Re: [RFC 3/3] watchdog: introduce CONFIG_WATCHDOG_OPEN_DEADLINE

From: Guenter Roeck
Date: Wed Jul 20 2016 - 20:31:24 EST

On Thu, Jul 21, 2016 at 12:08:52AM +0200, Rasmus Villemoes wrote:
> On 2016-07-15 16:29, Guenter Roeck wrote:
> >On 07/15/2016 12:32 AM, Rasmus Villemoes wrote:
> >
> >>>The initial timeout should be specified as module option or as
> >>>devicetree parameter, and there should be no additional configuration
> >>>option.
> >>
> >>I was under the impression that device tree was exclusively for
> >>describing hardware, and this certainly is not that. I also wanted to
> >>avoid having to modify each driver, which would seem to be necessary
> >>if it was module parameter/DT - the only thing required of a driver
> >>now is that it correctly reports WDOG_HW_RUNNING.
> >
> >What is "hardware" ? It is supposed to describe the system, isn't it ?
> >Part of that system is its clock rate,
> >and the means how the OS is loaded, and both have impact on the initial
> >timeout (and the regular timeout).
> >
> >You might as well argue that clock rates should not be in devicetree
> >either. Clock rates are, after all,
> >just reflecting the _use_ of the hardware, not the hardware itself.
> But they are used to configure hardware. The init timeout is not a property
> of any particular device - it configures how the kernel behaves, and as such
> I find it quite natural to have it in the kernel's .config (and overridable
> on command line and via sysfs).

I hear you. "configure hardware" is a slippery term, though. After all,
one would typically configure the initial timeout in hardware, just as
any "normal" timeout. In many cases, this will actually already be the
case (and should be), since the watchdog should be enabled by the
ROMMON or BIOS before control is passed to the kernel. As such, the
initial timeout should already be set when the driver is loaded.

Also, I would want to be able to use the same kernel, and the same
root file system, on different machines without having to bother about
system variants, even more so if I was responsible for potentially dozens
of different variants with subtle differences in hardware. One ends
up having to maintain configuration files which happen to closely look like
devicetree files, plus an entire infrastructure to detect and configure
hardware variants. Such configuration files may be part of the root file
system, or have to be maintained separately. Either creates additional

Unfortunately, those configuration files can only be read after the kernel
passed control to user space, which typically happens after the driver
to be controlled was already loaded. Using sysfs is therefore pretty much
useless - one might as well start the watchdog daemon as early as possible
after passing control to user space.

This leaves module parameters, which have to be passed on the kernel command
line to be useful. This is not really desirable either in most situations,
since now the system variant specific configuration has to be implemented
somewhere in the ROMMON, BIOS, or bootloader configuration file. Another level
of complexity added, since the per-variant boot parameters have to be managed
somewhere. Plus, as mentioned above, if the initial timeout has to be passed
as parameter to the kernel, the passing entity might as well program it
into the hardware directly, and start the watchdog, thereby fixing the gap
between hand-off to kernel and loading the watchdog driver.
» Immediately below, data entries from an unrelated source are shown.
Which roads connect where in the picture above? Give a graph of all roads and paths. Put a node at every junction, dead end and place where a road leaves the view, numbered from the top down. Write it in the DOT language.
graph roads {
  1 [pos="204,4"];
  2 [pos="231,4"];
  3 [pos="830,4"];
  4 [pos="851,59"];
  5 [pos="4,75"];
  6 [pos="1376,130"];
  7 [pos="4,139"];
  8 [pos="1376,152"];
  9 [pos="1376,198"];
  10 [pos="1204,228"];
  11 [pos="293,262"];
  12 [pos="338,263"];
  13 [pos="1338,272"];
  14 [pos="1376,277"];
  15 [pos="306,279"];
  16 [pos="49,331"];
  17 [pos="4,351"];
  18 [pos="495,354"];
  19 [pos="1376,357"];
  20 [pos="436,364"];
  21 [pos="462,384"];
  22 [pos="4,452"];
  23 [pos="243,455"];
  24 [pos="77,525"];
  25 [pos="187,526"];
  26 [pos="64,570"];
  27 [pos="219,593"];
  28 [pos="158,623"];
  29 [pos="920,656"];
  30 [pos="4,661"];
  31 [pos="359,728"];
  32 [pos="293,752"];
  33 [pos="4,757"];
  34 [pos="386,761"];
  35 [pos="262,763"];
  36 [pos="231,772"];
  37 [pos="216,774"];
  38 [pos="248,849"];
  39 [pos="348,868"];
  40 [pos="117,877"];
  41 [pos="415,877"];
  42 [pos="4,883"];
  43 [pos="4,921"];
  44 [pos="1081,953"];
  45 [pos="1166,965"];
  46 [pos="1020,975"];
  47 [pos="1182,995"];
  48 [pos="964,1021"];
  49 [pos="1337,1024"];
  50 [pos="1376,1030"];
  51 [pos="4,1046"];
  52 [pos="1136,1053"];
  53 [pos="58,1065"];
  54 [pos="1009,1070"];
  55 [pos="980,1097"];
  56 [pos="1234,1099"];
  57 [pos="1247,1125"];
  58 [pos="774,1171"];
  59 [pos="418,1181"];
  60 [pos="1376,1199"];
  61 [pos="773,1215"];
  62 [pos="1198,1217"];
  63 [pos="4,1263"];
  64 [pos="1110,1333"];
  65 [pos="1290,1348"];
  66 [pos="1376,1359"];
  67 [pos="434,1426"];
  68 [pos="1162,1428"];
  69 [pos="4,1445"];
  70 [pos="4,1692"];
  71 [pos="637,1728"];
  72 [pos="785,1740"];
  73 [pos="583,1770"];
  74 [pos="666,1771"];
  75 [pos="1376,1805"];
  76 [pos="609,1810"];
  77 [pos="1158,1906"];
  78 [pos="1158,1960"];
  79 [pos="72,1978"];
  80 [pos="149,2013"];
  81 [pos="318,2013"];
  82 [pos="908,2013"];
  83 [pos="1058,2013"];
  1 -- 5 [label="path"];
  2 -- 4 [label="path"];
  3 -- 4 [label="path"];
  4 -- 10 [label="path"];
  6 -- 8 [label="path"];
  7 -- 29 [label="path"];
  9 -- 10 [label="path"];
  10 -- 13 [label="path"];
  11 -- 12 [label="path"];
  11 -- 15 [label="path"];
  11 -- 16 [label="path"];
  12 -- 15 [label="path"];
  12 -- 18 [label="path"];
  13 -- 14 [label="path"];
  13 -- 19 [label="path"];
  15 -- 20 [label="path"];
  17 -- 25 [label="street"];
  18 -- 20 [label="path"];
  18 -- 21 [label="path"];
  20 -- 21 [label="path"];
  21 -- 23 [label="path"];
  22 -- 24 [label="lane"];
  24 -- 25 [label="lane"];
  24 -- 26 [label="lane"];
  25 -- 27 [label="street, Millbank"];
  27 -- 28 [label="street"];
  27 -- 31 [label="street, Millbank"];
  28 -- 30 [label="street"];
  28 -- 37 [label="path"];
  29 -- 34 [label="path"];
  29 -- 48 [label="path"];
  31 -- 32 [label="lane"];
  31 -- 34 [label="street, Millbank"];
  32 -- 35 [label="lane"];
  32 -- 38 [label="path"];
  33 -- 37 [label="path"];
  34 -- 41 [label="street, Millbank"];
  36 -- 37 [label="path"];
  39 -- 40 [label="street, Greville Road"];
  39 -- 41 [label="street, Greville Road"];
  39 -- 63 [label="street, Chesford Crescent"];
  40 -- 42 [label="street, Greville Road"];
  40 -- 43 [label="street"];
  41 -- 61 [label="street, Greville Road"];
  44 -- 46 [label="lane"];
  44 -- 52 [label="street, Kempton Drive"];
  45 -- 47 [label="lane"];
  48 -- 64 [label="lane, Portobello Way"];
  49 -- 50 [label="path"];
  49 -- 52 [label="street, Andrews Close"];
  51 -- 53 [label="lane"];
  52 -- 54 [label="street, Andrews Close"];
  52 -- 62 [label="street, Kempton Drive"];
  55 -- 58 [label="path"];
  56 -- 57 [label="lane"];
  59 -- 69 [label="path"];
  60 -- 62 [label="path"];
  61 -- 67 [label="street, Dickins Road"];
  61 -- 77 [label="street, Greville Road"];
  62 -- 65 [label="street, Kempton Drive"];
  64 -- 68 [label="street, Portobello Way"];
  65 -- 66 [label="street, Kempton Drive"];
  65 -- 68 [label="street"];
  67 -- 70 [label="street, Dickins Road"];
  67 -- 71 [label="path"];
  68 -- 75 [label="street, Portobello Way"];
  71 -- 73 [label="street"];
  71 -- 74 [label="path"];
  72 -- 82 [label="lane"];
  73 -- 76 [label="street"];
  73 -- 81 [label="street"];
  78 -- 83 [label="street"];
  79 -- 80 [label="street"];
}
So what is left ? Situations where the hardware does not tell software what
its configured timeout is, and situations where the maximum hardware timeout
is smaller than the required initial timeout. Both would, in my opinion, warrant
the use of a devicetree property, but I understand that others may have a
different opinion.

Overall, my conclusion is that if a devicetree property is not acceptable
for some reason, we should drop the notion of supporting an initial or
"open" timeout entirely, and leave it up to the BIOS/ROMMON as well as the
respective watchdog driver to set an acceptable default or initial timeout.
This initial timeout can (and will) be overwritten with the desired runtime
timeout by the watchdog daemon after it opened the watchdog device.
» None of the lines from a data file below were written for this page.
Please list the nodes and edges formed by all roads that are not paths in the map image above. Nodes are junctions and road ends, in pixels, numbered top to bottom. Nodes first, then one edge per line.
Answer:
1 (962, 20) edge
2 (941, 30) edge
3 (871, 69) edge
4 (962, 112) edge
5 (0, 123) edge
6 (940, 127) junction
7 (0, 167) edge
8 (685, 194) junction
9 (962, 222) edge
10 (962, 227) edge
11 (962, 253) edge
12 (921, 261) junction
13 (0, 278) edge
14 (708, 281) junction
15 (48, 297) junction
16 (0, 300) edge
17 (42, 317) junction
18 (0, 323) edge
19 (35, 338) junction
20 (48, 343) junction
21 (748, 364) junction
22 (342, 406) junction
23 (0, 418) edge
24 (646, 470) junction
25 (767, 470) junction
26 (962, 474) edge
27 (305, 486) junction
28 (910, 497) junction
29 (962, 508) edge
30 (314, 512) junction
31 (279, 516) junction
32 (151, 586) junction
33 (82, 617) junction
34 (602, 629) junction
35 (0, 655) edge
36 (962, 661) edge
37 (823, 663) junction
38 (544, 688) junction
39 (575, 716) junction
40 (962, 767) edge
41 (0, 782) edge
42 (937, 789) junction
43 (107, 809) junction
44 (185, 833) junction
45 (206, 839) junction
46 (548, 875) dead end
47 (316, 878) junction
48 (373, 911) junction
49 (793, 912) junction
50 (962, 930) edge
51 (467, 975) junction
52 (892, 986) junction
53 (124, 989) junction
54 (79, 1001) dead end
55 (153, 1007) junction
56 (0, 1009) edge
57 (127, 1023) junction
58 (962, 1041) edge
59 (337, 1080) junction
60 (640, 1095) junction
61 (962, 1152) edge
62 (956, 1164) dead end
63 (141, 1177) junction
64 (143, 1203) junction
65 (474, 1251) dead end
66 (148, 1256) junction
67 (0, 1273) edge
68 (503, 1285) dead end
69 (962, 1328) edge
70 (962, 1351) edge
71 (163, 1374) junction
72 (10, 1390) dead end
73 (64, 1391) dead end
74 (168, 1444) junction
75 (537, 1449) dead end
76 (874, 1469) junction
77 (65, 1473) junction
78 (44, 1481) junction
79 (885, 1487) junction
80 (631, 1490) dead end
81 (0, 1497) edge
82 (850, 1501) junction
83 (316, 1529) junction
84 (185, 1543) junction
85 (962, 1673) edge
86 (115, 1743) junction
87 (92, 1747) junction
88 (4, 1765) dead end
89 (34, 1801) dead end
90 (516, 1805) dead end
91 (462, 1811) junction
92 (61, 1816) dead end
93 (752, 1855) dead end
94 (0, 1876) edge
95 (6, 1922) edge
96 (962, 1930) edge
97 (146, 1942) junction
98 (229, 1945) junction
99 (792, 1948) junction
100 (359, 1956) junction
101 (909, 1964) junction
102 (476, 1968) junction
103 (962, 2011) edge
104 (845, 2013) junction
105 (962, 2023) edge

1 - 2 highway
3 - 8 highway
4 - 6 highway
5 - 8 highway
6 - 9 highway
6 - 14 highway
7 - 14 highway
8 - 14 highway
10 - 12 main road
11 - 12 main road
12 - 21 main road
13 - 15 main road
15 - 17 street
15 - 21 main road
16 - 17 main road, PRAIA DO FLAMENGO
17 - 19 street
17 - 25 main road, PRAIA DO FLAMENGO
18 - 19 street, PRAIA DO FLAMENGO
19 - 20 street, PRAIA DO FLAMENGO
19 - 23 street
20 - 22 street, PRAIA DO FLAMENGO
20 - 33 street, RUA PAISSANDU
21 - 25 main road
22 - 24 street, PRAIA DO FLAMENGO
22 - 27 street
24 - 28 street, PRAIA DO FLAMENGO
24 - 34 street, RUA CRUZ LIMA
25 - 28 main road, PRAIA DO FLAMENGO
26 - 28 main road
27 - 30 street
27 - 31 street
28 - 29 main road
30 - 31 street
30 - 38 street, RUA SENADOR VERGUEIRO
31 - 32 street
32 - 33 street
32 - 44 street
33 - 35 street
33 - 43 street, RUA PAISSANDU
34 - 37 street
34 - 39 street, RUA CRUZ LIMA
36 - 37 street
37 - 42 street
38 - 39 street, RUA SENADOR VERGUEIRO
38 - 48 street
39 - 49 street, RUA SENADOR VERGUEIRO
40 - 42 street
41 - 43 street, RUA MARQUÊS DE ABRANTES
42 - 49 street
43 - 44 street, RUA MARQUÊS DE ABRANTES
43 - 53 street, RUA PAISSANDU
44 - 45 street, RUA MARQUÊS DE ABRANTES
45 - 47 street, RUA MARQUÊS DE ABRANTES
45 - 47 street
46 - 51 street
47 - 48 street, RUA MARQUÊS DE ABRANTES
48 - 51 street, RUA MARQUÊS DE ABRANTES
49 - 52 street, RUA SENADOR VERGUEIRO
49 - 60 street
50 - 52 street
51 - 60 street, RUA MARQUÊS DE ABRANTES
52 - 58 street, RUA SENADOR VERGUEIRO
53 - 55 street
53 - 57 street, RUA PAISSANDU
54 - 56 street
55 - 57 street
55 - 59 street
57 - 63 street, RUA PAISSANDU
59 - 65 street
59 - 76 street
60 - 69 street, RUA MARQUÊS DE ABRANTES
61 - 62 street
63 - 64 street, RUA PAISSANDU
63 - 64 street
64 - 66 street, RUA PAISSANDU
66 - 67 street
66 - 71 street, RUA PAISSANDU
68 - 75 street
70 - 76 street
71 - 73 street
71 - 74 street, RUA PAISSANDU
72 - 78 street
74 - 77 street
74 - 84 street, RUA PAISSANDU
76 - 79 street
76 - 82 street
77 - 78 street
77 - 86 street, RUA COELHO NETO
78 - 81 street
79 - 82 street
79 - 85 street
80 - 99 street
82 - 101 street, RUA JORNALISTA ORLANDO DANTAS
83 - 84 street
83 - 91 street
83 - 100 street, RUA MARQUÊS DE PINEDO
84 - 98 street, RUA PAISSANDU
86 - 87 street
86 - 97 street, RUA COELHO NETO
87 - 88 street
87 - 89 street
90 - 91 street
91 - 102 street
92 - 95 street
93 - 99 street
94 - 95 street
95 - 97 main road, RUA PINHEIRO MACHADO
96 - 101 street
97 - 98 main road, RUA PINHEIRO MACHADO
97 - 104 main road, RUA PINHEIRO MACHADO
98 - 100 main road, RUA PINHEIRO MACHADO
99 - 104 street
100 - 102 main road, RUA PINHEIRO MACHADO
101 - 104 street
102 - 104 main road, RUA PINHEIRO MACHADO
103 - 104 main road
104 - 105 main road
> >Devicetree could be handled in the core, with a function to set the
> >initial timeout,
> >or possibly even with the watchdog registration itself.
> But where in the device tree would you put this value? I'd really prefer not
> having to modify the node representing each individual watchdog device I
> might use.
The existing "timeout-sec" property is in the watchdog node as well.